Natural gas liquids revenues decreased $1.0 million, from $3.1 million during the first quarter of 2012 to $2.1 million for the same period in 2013. A decrease in our average price of 39%, from $58.46 per Bbl to $35.65 per Bbl was partially offset by a 13% increase in volumes from 52 MBbls to 59 MBbls. The decline in prices is primarily due to oversupply of natural gas liquids from increased drilling.

Other revenues were flat at $0.7 million during the three months ended March 31, 2013 and the corresponding period of the prior year. A small decline in rent from our drilling rig was offset by increases in other fees.

Unrealized loss — oil and natural gas derivative contracts was $20.3 million during the three months ended March 31, 2013 as compared to $6.4 million during the same period in 2012. The significant fluctuation from period to period is due to the volatility of oil and natural gas prices and changes in our outstanding hedging contracts during these periods.

Expenses

Lease and plant operating expense decreased $0.3 million in the first quarter of 2013 as compared to the first quarter of 2012, due to decreases in transportation and gathering fees of $1.5 million, salt water disposal fees of $0.4 million, and compression expense of $0.2 million, partially offset by increases in repairs and maintenance of $1.4 million and chemicals expenses of $0.3 million.

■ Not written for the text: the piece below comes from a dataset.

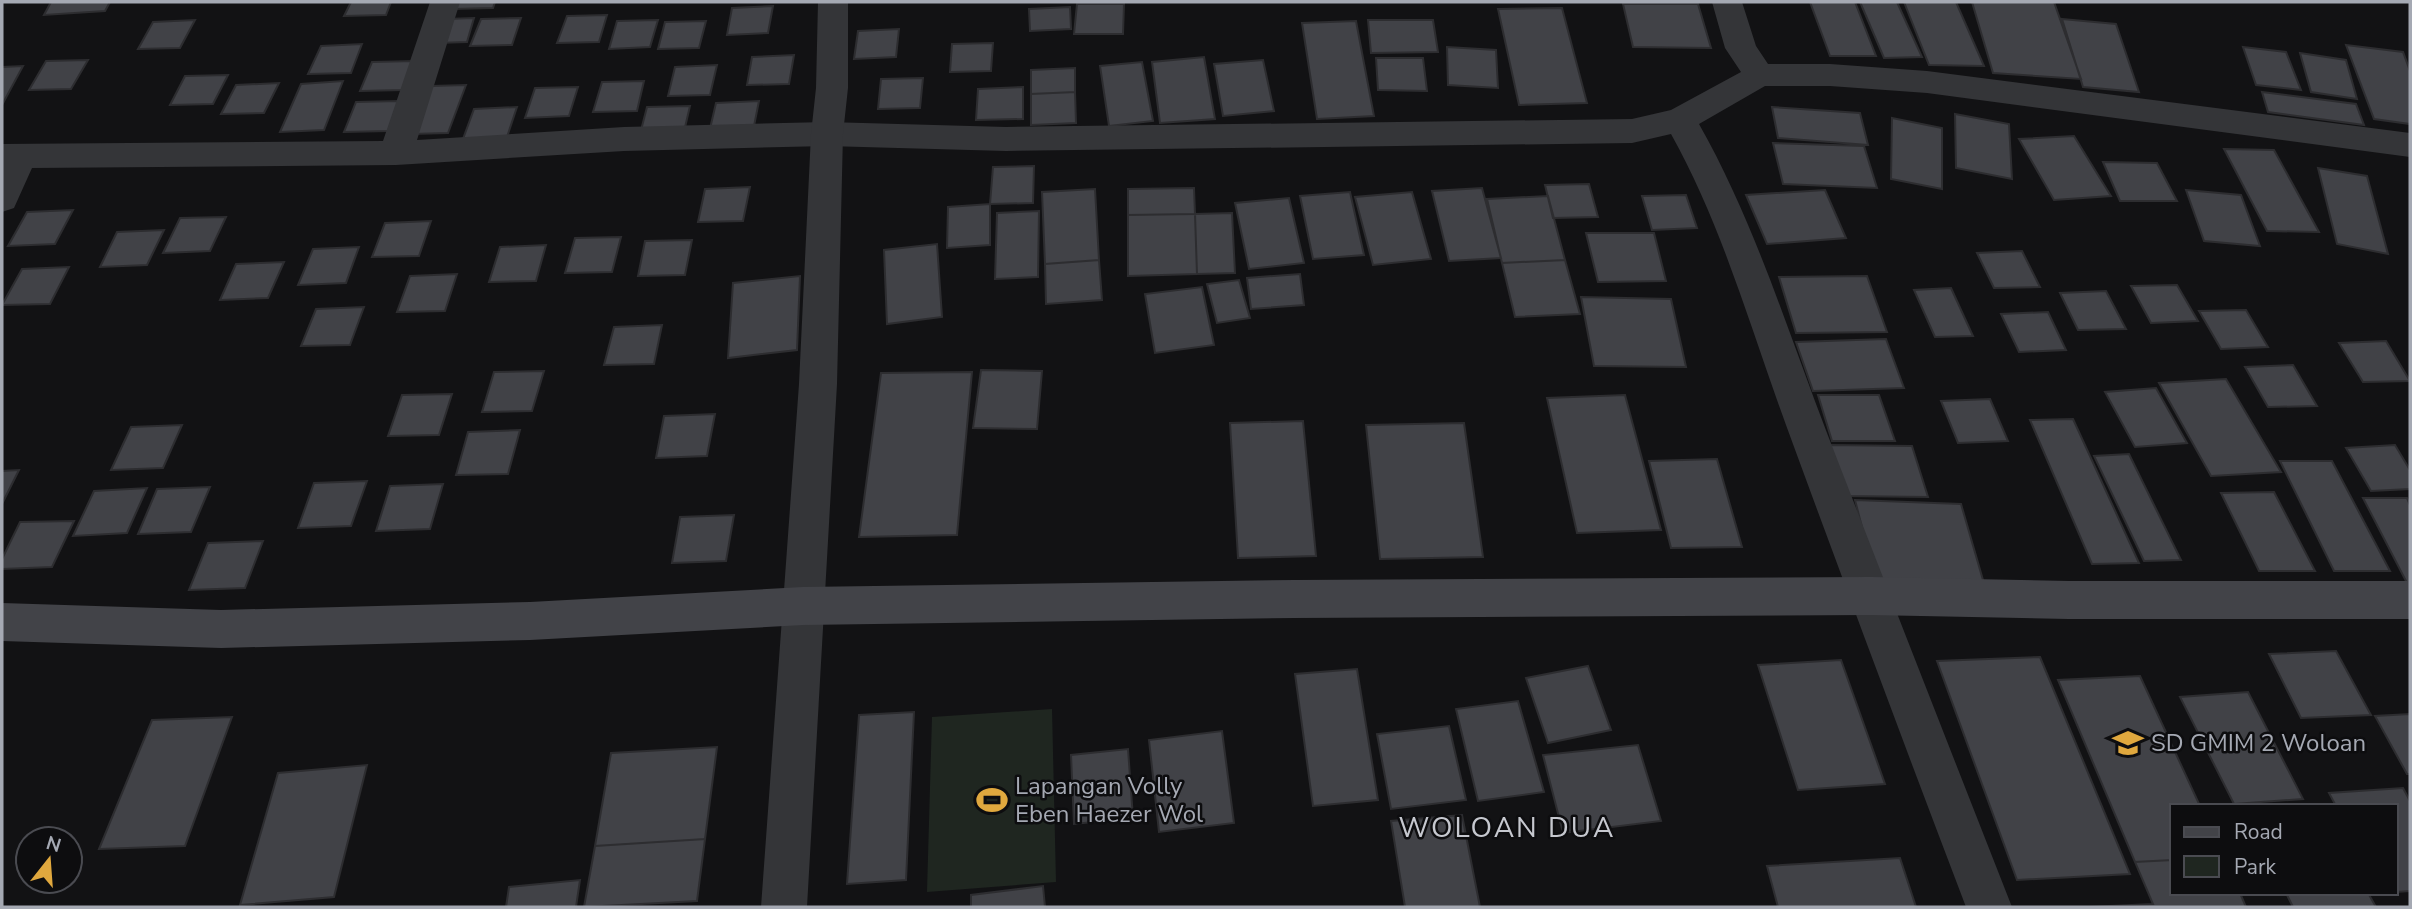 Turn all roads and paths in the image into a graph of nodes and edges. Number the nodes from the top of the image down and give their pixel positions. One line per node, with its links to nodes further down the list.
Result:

These expenditures reflect the increased emphasis on production of oil versus dry gas. On a unit basis, lease and plant operating expense increased from $1.64 per Mcfe to $1.90 per Mcfe for the three months ended March 31, 2012 and 2013, respectively.

Production and ad valorem taxes decreased $0.5 million, or 8%, to $5.7 million for the first quarter of 2013, as compared to $6.2 million for the first quarter of 2012. Ad valorem taxes decreased $0.4 million, primarily due to changes in asset values. Production taxes decreased $0.1 million. Severance tax as a percentage of product revenues before realized hedging gains and losses was approximately 6% and 7% for the quarters ending March 31, 2013 and 2012, respectively.

Workover expense increased from $1.3 million in the first quarter of 2012 to $4.1 million in the first quarter of 2013. This expense varies depending on activities in the field.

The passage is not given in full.